Logistic Regression¶

Fan Gong 1/16/2018

This notebook shows how to construct a binary logsitic regression model from scratch.

We will still use the classic IRIS data as our sample data.

# Load some libraries
import numpy as np
import pandas as pd
import matplotlib.pyplot as plt
from sklearn import datasets
from scipy.optimize import approx_fprime
from sklearn.metrics import roc_curve, auc

#Transform the sklearn Dataframe into pandas Dataframe
iris = datasets.load_iris()
iris = pd.DataFrame(np.hstack((iris.data, iris.target.reshape(-1,1))),
                   columns = iris.feature_names + ['target'])

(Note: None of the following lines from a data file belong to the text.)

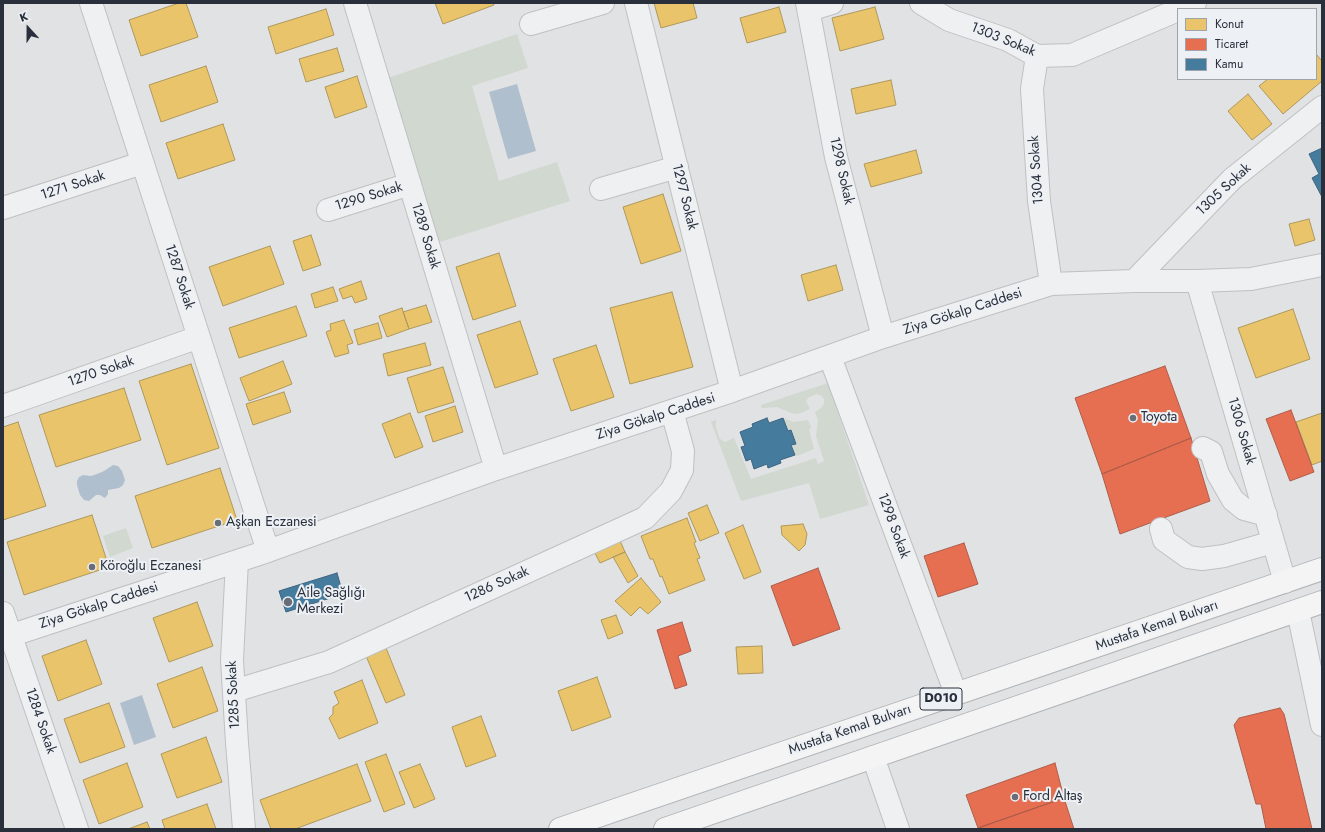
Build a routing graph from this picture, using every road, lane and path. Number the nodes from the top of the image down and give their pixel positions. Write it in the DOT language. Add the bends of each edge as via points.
graph roads {
  1 [pos="91,3"];
  2 [pos="355,3"];
  3 [pos="603,3"];
  4 [pos="636,3"];
  5 [pos="832,3"];
  6 [pos="921,3"];
  7 [pos="1196,3"];
  8 [pos="808,6"];
  9 [pos="1184,8"];
  10 [pos="1177,10"];
  11 [pos="531,24"];
  12 [pos="1037,56"];
  13 [pos="1322,107"];
  14 [pos="142,163"];
  15 [pos="677,167"];
  16 [pos="410,184"];
  17 [pos="601,189"];
  18 [pos="3,208"];
  19 [pos="328,210"];
  20 [pos="1322,265"];
  21 [pos="1134,281"];
  22 [pos="1197,281"];
  23 [pos="1051,284"];
  24 [pos="199,337"];
  25 [pos="884,337"];
  26 [pos="830,357"];
  27 [pos="732,392"];
  28 [pos="3,406"];
  29 [pos="672,411"];
  30 [pos="1203,448"];
  31 [pos="496,470"];
  32 [pos="1266,515"];
  33 [pos="1161,529"];
  34 [pos="1273,542"];
  35 [pos="268,551"];
  36 [pos="237,560"];
  37 [pos="1322,569"];
  38 [pos="1285,582"];
  39 [pos="1322,602"];
  40 [pos="1298,611"];
  41 [pos="3,613"];
  42 [pos="7,636"];
  43 [pos="234,691"];
  44 [pos="956,694"];
  45 [pos="1322,725"];
  46 [pos="873,757"];
  47 [pos="707,822"];
  48 [pos="77,829"];
  49 [pos="244,829"];
  50 [pos="560,829"];
  51 [pos="665,829"];
  52 [pos="898,829"];
  1 -- 14 [label="street, 1287 Sokak"];
  2 -- 16 [label="street, 1289 Sokak"];
  3 -- 11 [label="street"];
  4 -- 15 [label="street, 1297 Sokak"];
  5 -- 8 [label="street"];
  6 -- 12 [label="street, 1303 Sokak" via="949,20 1008,40"];
  7 -- 9 [label="street"];
  8 -- 25 [label="street, 1298 Sokak" via="836,157"];
  10 -- 12 [label="street, 1303 Sokak" via="1072,55"];
  12 -- 23 [label="street, 1304 Sokak" via="1032,89 1039,201"];
  13 -- 21 [label="street, 1305 Sokak" via="1232,179"];
  14 -- 18 [label="street, 1271 Sokak"];
  14 -- 24 [label="street, 1287 Sokak"];
  15 -- 17 [label="street"];
  15 -- 27 [label="street, 1297 Sokak"];
  16 -- 19 [label="street, 1290 Sokak"];
  16 -- 31 [label="street, 1289 Sokak"];
  20 -- 22 [label="street, Ziya Gökalp Caddesi" via="1251,279"];
  21 -- 22 [label="street, Ziya Gökalp Caddesi"];
  21 -- 23 [label="street, Ziya Gökalp Caddesi"];
  22 -- 32 [label="street, 1306 Sokak"];
  23 -- 25 [label="street, Ziya Gökalp Caddesi"];
  24 -- 28 [label="street, 1270 Sokak"];
  24 -- 35 [label="street, 1287 Sokak"];
  25 -- 26 [label="street, Ziya Gökalp Caddesi"];
  26 -- 27 [label="street, Ziya Gökalp Caddesi"];
  26 -- 44 [label="street, 1298 Sokak"];
  27 -- 29 [label="street, Ziya Gökalp Caddesi"];
  29 -- 31 [label="street, Ziya Gökalp Caddesi"];
  29 -- 43 [label="street, 1286 Sokak" via="683,451 682,470 671,491 646,518 329,662"];
  30 -- 32 [label="street" via="1211,452 1218,474 1233,500 1244,509"];
  31 -- 35 [label="street, Ziya Gökalp Caddesi"];
  32 -- 34 [label="street, 1306 Sokak"];
  33 -- 34 [label="street" via="1164,540 1188,557 1202,559 1224,556"];
  34 -- 38 [label="street, 1306 Sokak"];
  35 -- 36 [label="street, Ziya Gökalp Caddesi"];
  36 -- 42 [label="street, Ziya Gökalp Caddesi"];
  36 -- 43 [label="street, 1285 Sokak" via="232,660"];
  37 -- 38 [label="highway, Mustafa Kemal Bulvarı / D010"];
  38 -- 44 [label="highway, Mustafa Kemal Bulvarı / D010"];
  39 -- 40 [label="highway, D010"];
  40 -- 45 [label="street"];
  40 -- 46 [label="highway, D010"];
  41 -- 42 [label="street, 1284 Sokak"];
  42 -- 48 [label="street, 1284 Sokak"];
  43 -- 49 [label="street, 1285 Sokak"];
  44 -- 50 [label="highway, Mustafa Kemal Bulvarı / D010"];
  46 -- 47 [label="highway, D010"];
  46 -- 52 [label="street"];
  47 -- 51 [label="highway, D010"];
}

#Rename the columns and only select the first two species's data
iris.rename(columns = {'sepal length (cm)':'sepal_l',
                      'sepal width (cm)': 'sepal_w',
                      'petal length (cm)': 'petal_l',
                      'petal width (cm)': 'petal_w'}, inplace = True)
iris = iris.query('target in [0.0, 1.0]')

1. Sigmoid Function¶

This part show what is the sigmoid function

# Define the sigmoid function
def sigmoid(x):
    y = 1/(1+np.exp(-x))
    return y

X = np.random.uniform(low=-10.0, high=10.0, size =10000)
y = sigmoid(X)

plt.scatter(X,y)
plt.axvline(x=0)
plt.title('sigmoid function')
plt.show()

2. Log loss for logistic regression¶

From this part I would like to construct the loss function, we know the loss function looks like this:

$$L(\beta)=-log(L(\mathbf{y},\mathbf{X}|\beta))=-\sum_{i=1}^{n}y_ilog(\sigma(x_i \beta))+(1-y_i)log(1-\sigma(x_i \beta))$$

And if transfer the above formula to matrix-based formula, it is going to like this:

$$L(\beta)=-(\mathbf{y}^T log(\sigma(\mathbf{X}\beta)) + (1-\mathbf{y}^T) log(1-\sigma(\mathbf{X}\beta)))$$

Where $\mathbf{y}$ is an $n x 1$ column vector; $\mathbf{X}$ is an $n x p$ matrix and $n$ represents the number of observations, $p$ represents the number of independent variables; $\beta$ is an $p x 1$ column vector

def logloss(beta, y, X):
    '''
    This function aims to calculate the log loss of a binary logistic regression model.
    
    Parameter
    ---------
    y: An n x 1 column vector
    X: An n x p matrix
    beta: An p x 1 column vector
    
    Return
    loss: The log loss
    '''
    part1 = y.reshape(1,-1).dot(np.log(sigmoid(X.dot(beta))))
    part2 = (1-y).reshape(1,-1).dot(np.log(1-sigmoid(X.dot(beta))))
    
    loss = - (part1 + part2)
    return loss

y = iris.target.values
y.shape

(100,)

X = iris.loc[:, iris.columns != 'target'].values
X.shape

(100, 4)

beta = np.random.rand(4)
beta.shape

(4,)

3. Gradient Descent for Optimization¶

Then we construct gradient descent function to minimize the loss and get the optimal beta.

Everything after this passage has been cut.